However had the salesman who convinced you to change lets say a typical 25 year original term mortgage to a 32 year one then the redress would be as putting you back into that original term.
What term you chose switching back to repayment is your choice and does not come into it.
p.s. Wish i'd sold you that pension linked mortgage, you'd have understood it and laughed at those that took on endowments, then and now.
Thanks for your reply Retired IFA – much appreciated. We did cancel a 25 yr repayment and take the pension mortgage advice, which, without our having clocked it at the time, meant we would be paying interest for 36 yrs and we are contesting this advice.
I realise we made some tax benefits (though don’t know to what extent, we were only basic rate payers) but we also paid into the pension fund (believing we could use it all to repay the mortgage) and we paid life insurances too (okay, so we would have probably had to pay those whatever). Anyhow the point I am trying to make is that this wasn’t a cheap option and we were not looking for one.
When we changed back to a repayment mortgage several years ago, we effectively started from scratch in paying interest on the whole loan via another full repayment mortgage. So we’d been paying all that interest for 13 years and then had to start again as though we hadn’t paid any previously. We are going to end up having the mortgage for over 30 years anyway, due to this.

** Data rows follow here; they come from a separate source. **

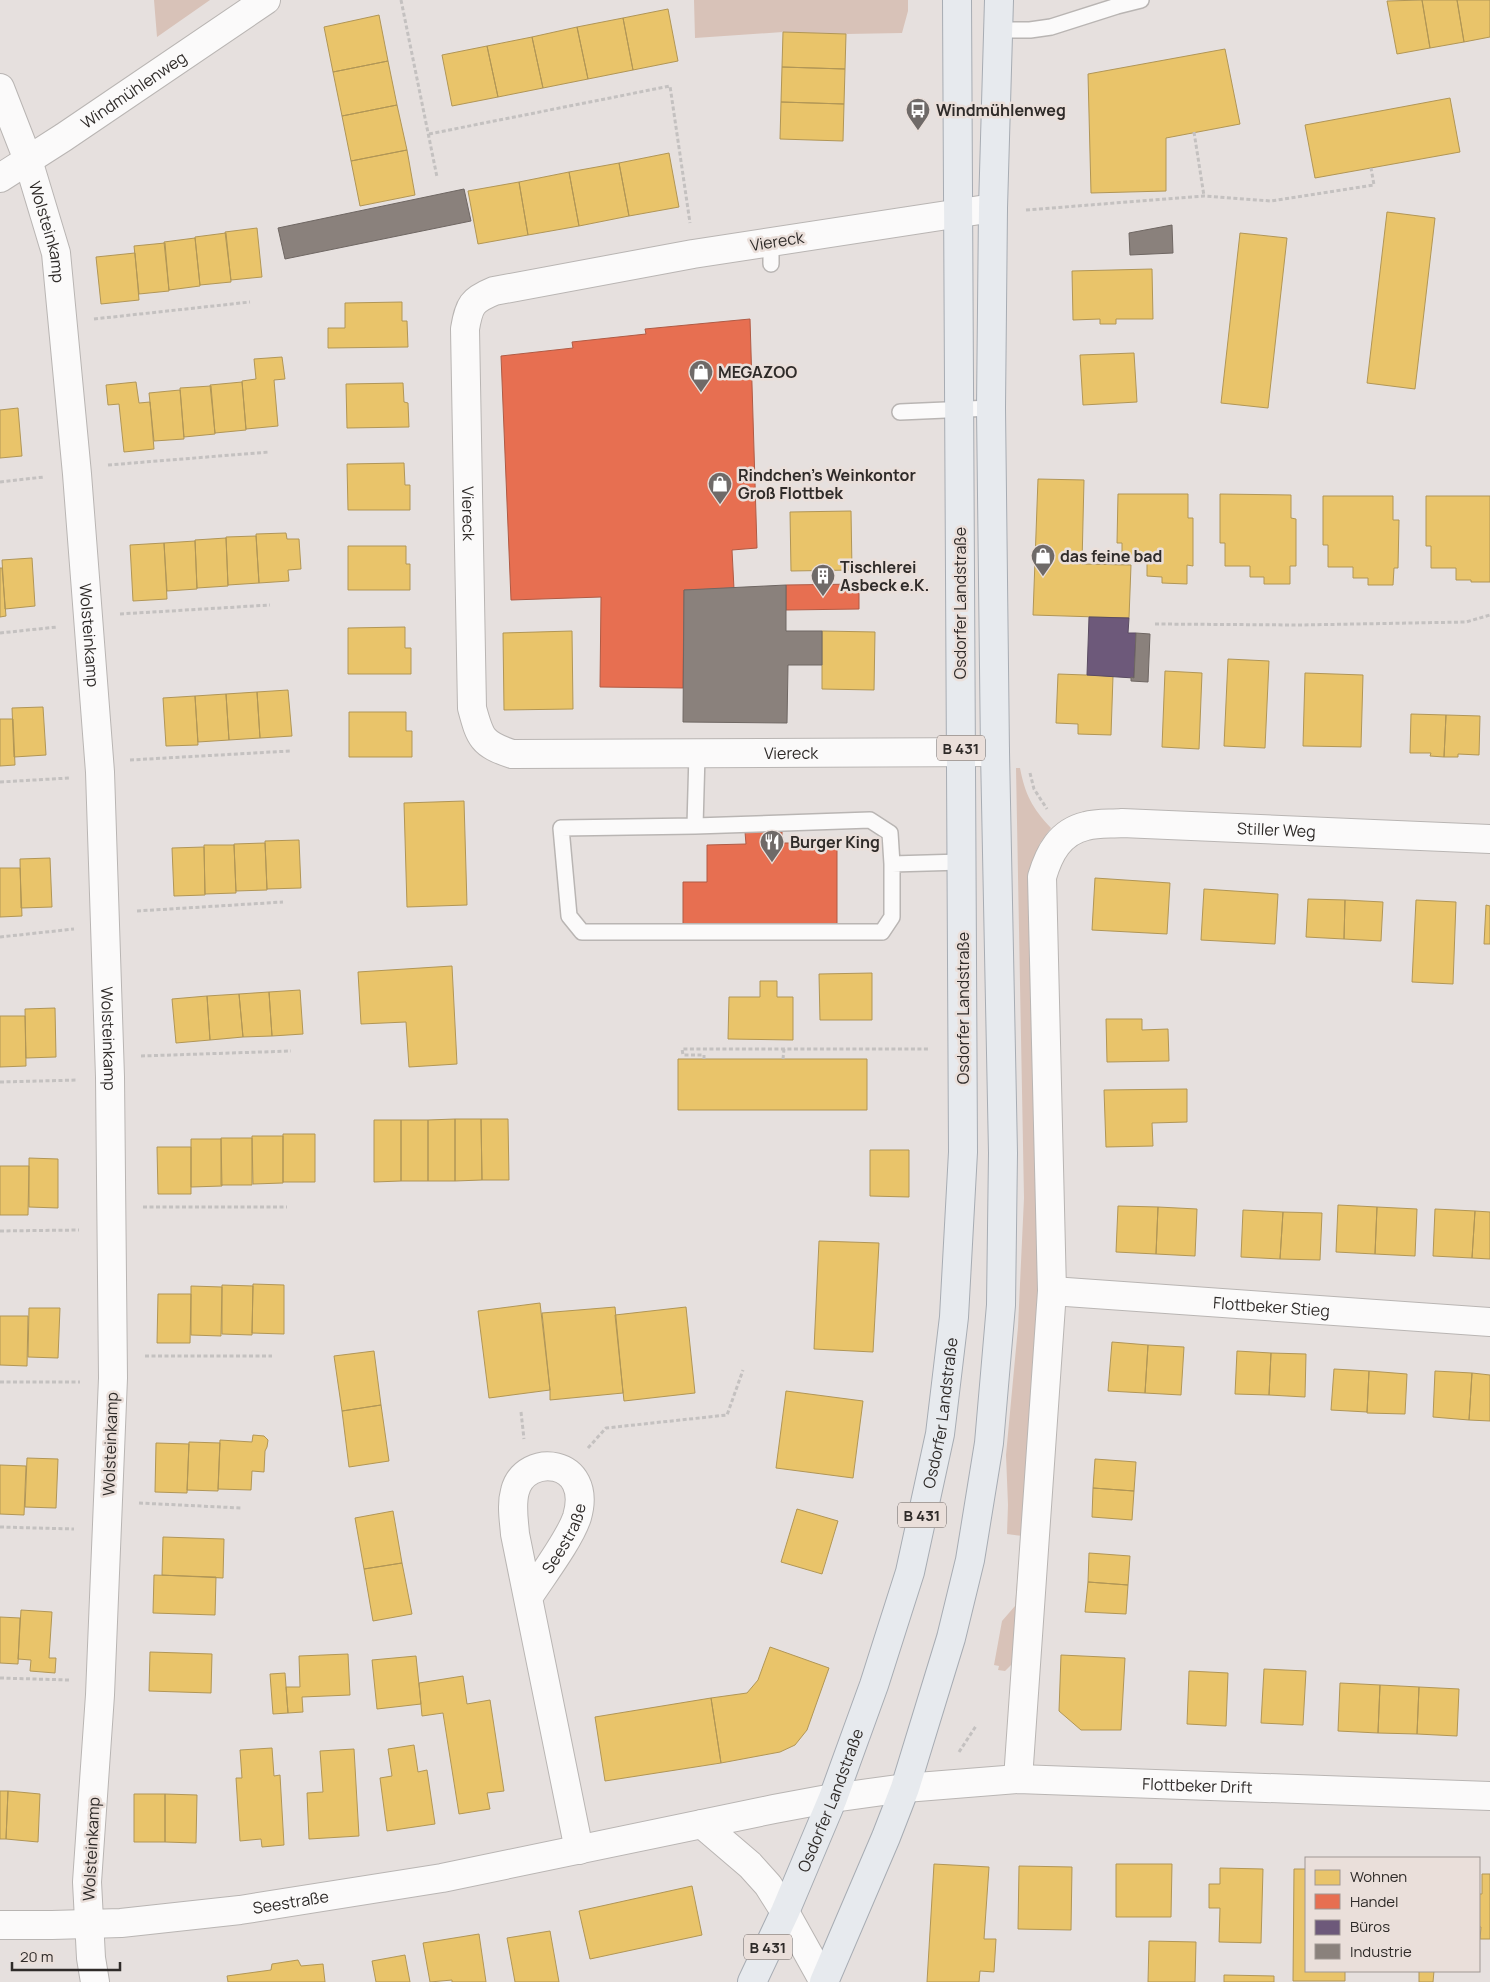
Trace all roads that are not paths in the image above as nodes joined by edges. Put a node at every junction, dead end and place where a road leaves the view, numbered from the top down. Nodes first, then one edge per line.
1 (266, 0) edge
2 (957, 0) edge
3 (999, 0) edge
4 (1141, 0) edge
5 (1117, 3) edge
6 (998, 30) junction
7 (0, 88) edge
8 (28, 160) junction
9 (0, 178) edge
10 (993, 208) junction
11 (957, 213) junction
12 (991, 408) junction
13 (958, 410) junction
14 (900, 412) dead end
15 (995, 752) junction
16 (961, 753) junction
17 (697, 754) junction
18 (695, 826) junction
19 (1490, 839) edge
20 (962, 862) junction
21 (892, 864) junction
22 (1052, 1290) junction
23 (1490, 1322) edge
24 (529, 1596) dead end
25 (1018, 1779) junction
26 (905, 1788) junction
27 (1490, 1796) edge
28 (833, 1798) junction
29 (702, 1824) junction
30 (579, 1850) junction
31 (785, 1912) junction
32 (88, 1924) junction
33 (0, 1925) edge
34 (95, 1982) edge
35 (752, 1982) edge
36 (824, 1982) edge

1 - 8 street, Windmühlenweg
2 - 11 main road, Osdorfer Landstraße / B 431
3 - 6 main road, Osdorfer Landstraße / B 431
4 - 5 lane
5 - 6 lane
6 - 10 main road, Osdorfer Landstraße / B 431
7 - 8 street, Wolsteinkamp
8 - 9 street, Windmühlenweg
8 - 32 street, Wolsteinkamp
10 - 11 street, Viereck
10 - 12 main road, Osdorfer Landstraße / B 431
11 - 13 main road, Osdorfer Landstraße / B 431
11 - 17 street, Viereck
12 - 13 lane
12 - 15 main road, Osdorfer Landstraße / B 431
13 - 14 lane
13 - 16 main road, Osdorfer Landstraße / B 431
15 - 16 street, Viereck
15 - 26 main road, Osdorfer Landstraße / B 431
16 - 17 street, Viereck
16 - 20 main road, Osdorfer Landstraße / B 431
17 - 18 lane
18 - 21 lane
18 - 21 lane
19 - 22 street, Stiller Weg
20 - 21 lane
20 - 28 main road, Osdorfer Landstraße / B 431
22 - 23 street, Flottbeker Stieg
22 - 25 street
24 - 30 street
25 - 26 street, Flottbeker Drift
25 - 27 street, Flottbeker Drift
26 - 28 street, Seestraße
26 - 36 main road, Osdorfer Landstraße / B 431
28 - 29 street, Seestraße
28 - 31 main road, Osdorfer Landstraße / B 431
29 - 30 street, Seestraße
29 - 31 street
30 - 32 street, Seestraße
31 - 35 main road, Osdorfer Landstraße / B 431
31 - 36 street
32 - 33 street, Seestraße
32 - 34 street, Wolsteinkamp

That is the bit I am unclear about in terms of how redress should be calculated because to put us back to the position we would have been in if we had taken a capital + interest mortgage originally, it would seem to me that we should have the capital we would have paid on the first set of years back plus the excessive interest we have already had to pay on the second set of years back so that it can now be paid off the existing balance? We can’t even take anything from the pension fund to help out as we are not due to retire for many years, nor could we use much of, it as we’ve now found out, anyway.
I hope my thinking makes sense even if it is wrong, but the extent of financial disadvantage to us over our lifetime seems huge and our options now seem minimal?
So I’m intrigued as well. How would we have done so much better had you been around when we were being given mortgage advice?
Thanks again, treliac
P.S. I see you answered me at nearly 4am this morning. When do you sleep?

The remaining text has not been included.